For the purchaser the process is, if anything, worse. After a series of futile visits to unsuitable houses he eventually finds the house of his dreams. He makes an offer, perhaps at the asking price, perhaps at what the agent tells him the vendor is likely to accept. The offer is accepted. A deal is done. The purchaser instructs solicitors to act. He perhaps commissions an architect to plan alterations. He makes arrangements to borrow money. He puts his own house on the market. He makes arrangements to move. He then learns that the vendor has decided to sell to someone else, perhaps for the price already offered and accepted, perhaps for an increased price achieved by a covert, unofficial auction. Again, no explanation, no apology. The vendor is able to indulge his self-interest, even his whims, without exposing himself to any legal penalty.
The reasons why purchaser and vendor can act in this apparently unprincipled manner are to be found in two legal rules of long standing: first, the rule that contracts for the sale and purchase of land must be evidenced (or now made) in writing; secondly, the rule that terms agreed subject to contract do not give rise to a binding contract. These rules are deeply imbedded in statute and authority. They make possible the behaviour I have described, but the validity and merits of those rules are not, and could not be, the subject of challenge in this appeal.
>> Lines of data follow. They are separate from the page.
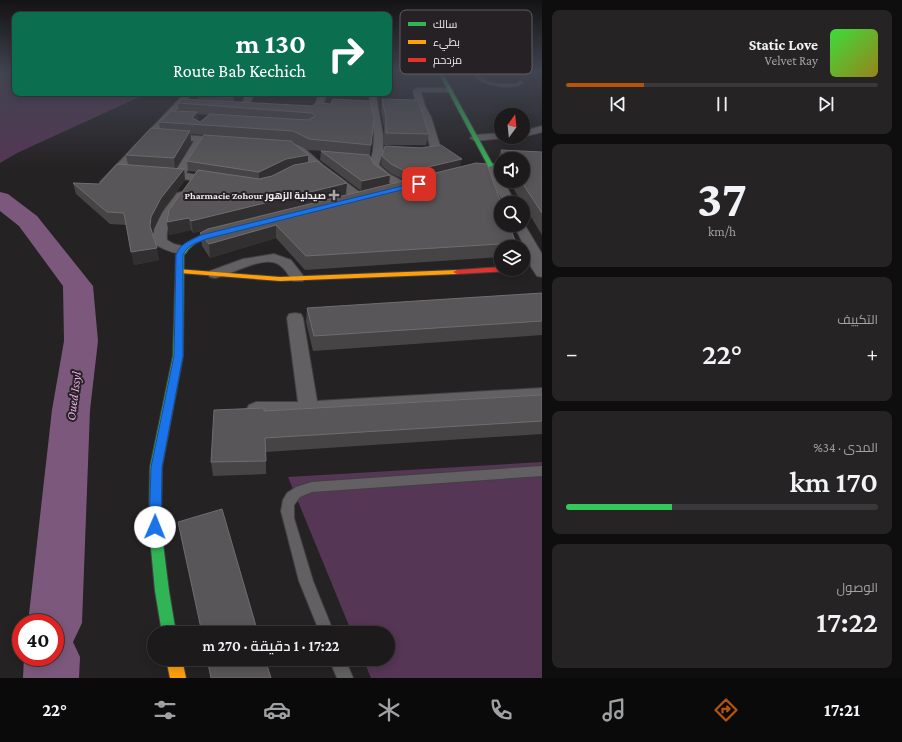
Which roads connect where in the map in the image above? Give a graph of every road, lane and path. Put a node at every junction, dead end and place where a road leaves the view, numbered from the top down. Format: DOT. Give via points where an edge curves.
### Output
graph roads {
  1 [pos="179,104"];
  2 [pos="195,104"];
  3 [pos="247,104"];
  4 [pos="320,104"];
  5 [pos="376,104"];
  6 [pos="456,104"];
  7 [pos="406,106"];
  8 [pos="421,106"];
  9 [pos="246,107"];
  10 [pos="293,110"];
  11 [pos="167,116"];
  12 [pos="181,117"];
  13 [pos="542,129"];
  14 [pos="530,132"];
  15 [pos="150,135"];
  16 [pos="197,135"];
  17 [pos="494,137"];
  18 [pos="475,138"];
  19 [pos="236,141"];
  20 [pos="279,144"];
  21 [pos="378,149"];
  22 [pos="390,150"];
  23 [pos="408,151"];
  24 [pos="361,159"];
  25 [pos="375,160"];
  26 [pos="322,162"];
  27 [pos="490,165"];
  28 [pos="302,170"];
  29 [pos="116,171"];
  30 [pos="130,172"];
  31 [pos="150,172"];
  32 [pos="179,175"];
  33 [pos="454,176"];
  34 [pos="194,178"];
  35 [pos="224,182"];
  36 [pos="103,185"];
  37 [pos="411,186"];
  38 [pos="392,191"];
  39 [pos="506,196"];
  40 [pos="365,198"];
  41 [pos="347,202"];
  42 [pos="241,228"];
  43 [pos="524,232"];
  44 [pos="181,250"];
  45 [pos="540,264"];
  46 [pos="530,266"];
  47 [pos="494,270"];
  48 [pos="180,271"];
  49 [pos="215,274"];
  50 [pos="298,278"];
  51 [pos="295,318"];
  52 [pos="542,395"];
  53 [pos="309,409"];
  54 [pos="256,410"];
  55 [pos="542,470"];
  56 [pos="168,626"];
  57 [pos="324,626"];
  58 [pos="175,666"];
  59 [pos="340,666"];
  60 [pos="178,678"];
  61 [pos="345,678"];
  1 -- 2 [label="street"];
  1 -- 11 [label="street"];
  3 -- 9 [label="street"];
  4 -- 10 [label="street" via="316,110"];
  5 -- 21 [label="street"];
  6 -- 18 [label="street"];
  7 -- 8 [label="street"];
  8 -- 23 [label="street" via="427,117 436,149"];
  11 -- 12 [label="street"];
  11 -- 15 [label="street"];
  13 -- 14 [label="street"];
  15 -- 16 [label="street"];
  15 -- 29 [label="street"];
  16 -- 19 [label="street"];
  16 -- 32 [label="street"];
  17 -- 18 [label="street"];
  18 -- 27 [label="street"];
  20 -- 26 [label="street" via="297,147 304,154"];
  21 -- 22 [label="street"];
  21 -- 25 [label="street"];
  24 -- 25 [label="street"];
  25 -- 37 [label="street" via="374,166 378,171"];
  26 -- 28 [label="street"];
  26 -- 40 [label="street"];
  27 -- 33 [label="street"];
  27 -- 39 [label="street"];
  29 -- 30 [label="street"];
  29 -- 36 [label="street"];
  31 -- 32 [label="street"];
  32 -- 34 [label="street"];
  34 -- 35 [label="street"];
  34 -- 44 [label="street" via="160,231 161,242 169,248"];
  37 -- 38 [label="street"];
  40 -- 41 [label="street"];
  42 -- 44 [label="street" via="193,241"];
  43 -- 45 [label="street"];
  44 -- 48 [label="street"];
  45 -- 46 [label="street"];
  47 -- 50 [label="street"];
  48 -- 49 [label="street"];
  48 -- 56 [label="street" via="178,356 156,467 155,527"];
  49 -- 50 [label="street"];
  49 -- 50 [label="street" via="254,260 274,258 282,260"];
  51 -- 53 [label="street"];
  52 -- 53 [label="street"];
  53 -- 54 [label="street"];
  55 -- 57 [label="lane" via="312,487 293,494 286,509 288,518 306,581"];
  58 -- 60 [label="street"];
  59 -- 61 [label="lane"];
}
For the purchaser there is, however, one means of protection: to make an independent agreement by which the vendor agrees for a clear specified period not to deal with anyone other than that purchaser. The effect is to give that purchaser a clear run for the period in question. The vendor does not agree to sell to that purchaser, such an agreement would be covered by section 2 of the Act of 1989, but he does give a negative undertaking that he will not for the given period deal with anyone else. That, I am quite satisfied, is what happened here, as the judge rightly held. The vendor and the prospective purchaser made what has come to be called a “lock-out agreement.” That was a contract binding on them both. The vendor broke it. He is liable to the prospective purchaser for damages which remain to be assessed. I would dismiss the appeal.”